■ **Work to be completed**
The material must be copied out exactly, line for line.

■ **Dataset records**
..........

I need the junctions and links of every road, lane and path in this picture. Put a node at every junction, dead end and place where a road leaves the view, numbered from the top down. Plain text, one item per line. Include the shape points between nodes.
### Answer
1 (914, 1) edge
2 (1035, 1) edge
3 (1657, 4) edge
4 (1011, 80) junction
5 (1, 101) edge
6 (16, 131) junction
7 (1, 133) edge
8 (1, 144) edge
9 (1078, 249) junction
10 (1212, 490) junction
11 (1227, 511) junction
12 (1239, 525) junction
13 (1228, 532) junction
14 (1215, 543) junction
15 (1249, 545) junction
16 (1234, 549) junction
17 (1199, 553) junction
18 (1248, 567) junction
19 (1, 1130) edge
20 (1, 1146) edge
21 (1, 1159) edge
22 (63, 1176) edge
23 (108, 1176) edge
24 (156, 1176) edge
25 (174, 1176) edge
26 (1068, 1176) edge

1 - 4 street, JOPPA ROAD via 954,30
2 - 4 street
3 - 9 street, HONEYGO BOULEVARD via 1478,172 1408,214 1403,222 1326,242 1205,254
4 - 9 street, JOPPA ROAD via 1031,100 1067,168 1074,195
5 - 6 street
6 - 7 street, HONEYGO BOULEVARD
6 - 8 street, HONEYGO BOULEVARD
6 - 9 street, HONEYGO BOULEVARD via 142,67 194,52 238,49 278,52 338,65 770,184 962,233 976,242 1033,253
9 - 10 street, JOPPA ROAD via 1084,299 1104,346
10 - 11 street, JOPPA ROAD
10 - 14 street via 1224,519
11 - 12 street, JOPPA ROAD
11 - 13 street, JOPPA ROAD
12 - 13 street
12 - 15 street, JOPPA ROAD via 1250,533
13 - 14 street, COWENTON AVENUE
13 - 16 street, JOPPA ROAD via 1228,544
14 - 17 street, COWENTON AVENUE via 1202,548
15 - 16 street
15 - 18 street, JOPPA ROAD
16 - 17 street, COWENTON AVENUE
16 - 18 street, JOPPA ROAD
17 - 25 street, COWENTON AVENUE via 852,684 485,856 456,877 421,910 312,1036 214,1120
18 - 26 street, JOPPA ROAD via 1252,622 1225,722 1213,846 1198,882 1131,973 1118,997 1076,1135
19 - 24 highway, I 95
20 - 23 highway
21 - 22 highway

..........

■ **Response to the task**
I need the junctions and links of every road, lane and path in this picture. Put a node at every junction, dead end and place where a road leaves the view, numbered from the top down. Plain text, one item per line. Include the shape points between nodes.
### Answer
1 (914, 1) edge
2 (1035, 1) edge
3 (1657, 4) edge
4 (1011, 80) junction
5 (1, 101) edge
6 (16, 131) junction
7 (1, 133) edge
8 (1, 144) edge
9 (1078, 249) junction
10 (1212, 490) junction
11 (1227, 511) junction
12 (1239, 525) junction
13 (1228, 532) junction
14 (1215, 543) junction
15 (1249, 545) junction
16 (1234, 549) junction
17 (1199, 553) junction
18 (1248, 567) junction
19 (1, 1130) edge
20 (1, 1146) edge
21 (1, 1159) edge
22 (63, 1176) edge
23 (108, 1176) edge
24 (156, 1176) edge
25 (174, 1176) edge
26 (1068, 1176) edge

1 - 4 street, JOPPA ROAD via 954,30
2 - 4 street
3 - 9 street, HONEYGO BOULEVARD via 1478,172 1408,214 1403,222 1326,242 1205,254
4 - 9 street, JOPPA ROAD via 1031,100 1067,168 1074,195
5 - 6 street
6 - 7 street, HONEYGO BOULEVARD
6 - 8 street, HONEYGO BOULEVARD
6 - 9 street, HONEYGO BOULEVARD via 142,67 194,52 238,49 278,52 338,65 770,184 962,233 976,242 1033,253
9 - 10 street, JOPPA ROAD via 1084,299 1104,346
10 - 11 street, JOPPA ROAD
10 - 14 street via 1224,519
11 - 12 street, JOPPA ROAD
11 - 13 street, JOPPA ROAD
12 - 13 street
12 - 15 street, JOPPA ROAD via 1250,533
13 - 14 street, COWENTON AVENUE
13 - 16 street, JOPPA ROAD via 1228,544
14 - 17 street, COWENTON AVENUE via 1202,548
15 - 16 street
15 - 18 street, JOPPA ROAD
16 - 17 street, COWENTON AVENUE
16 - 18 street, JOPPA ROAD
17 - 25 street, COWENTON AVENUE via 852,684 485,856 456,877 421,910 312,1036 214,1120
18 - 26 street, JOPPA ROAD via 1252,622 1225,722 1213,846 1198,882 1131,973 1118,997 1076,1135
19 - 24 highway, I 95
20 - 23 highway
21 - 22 highway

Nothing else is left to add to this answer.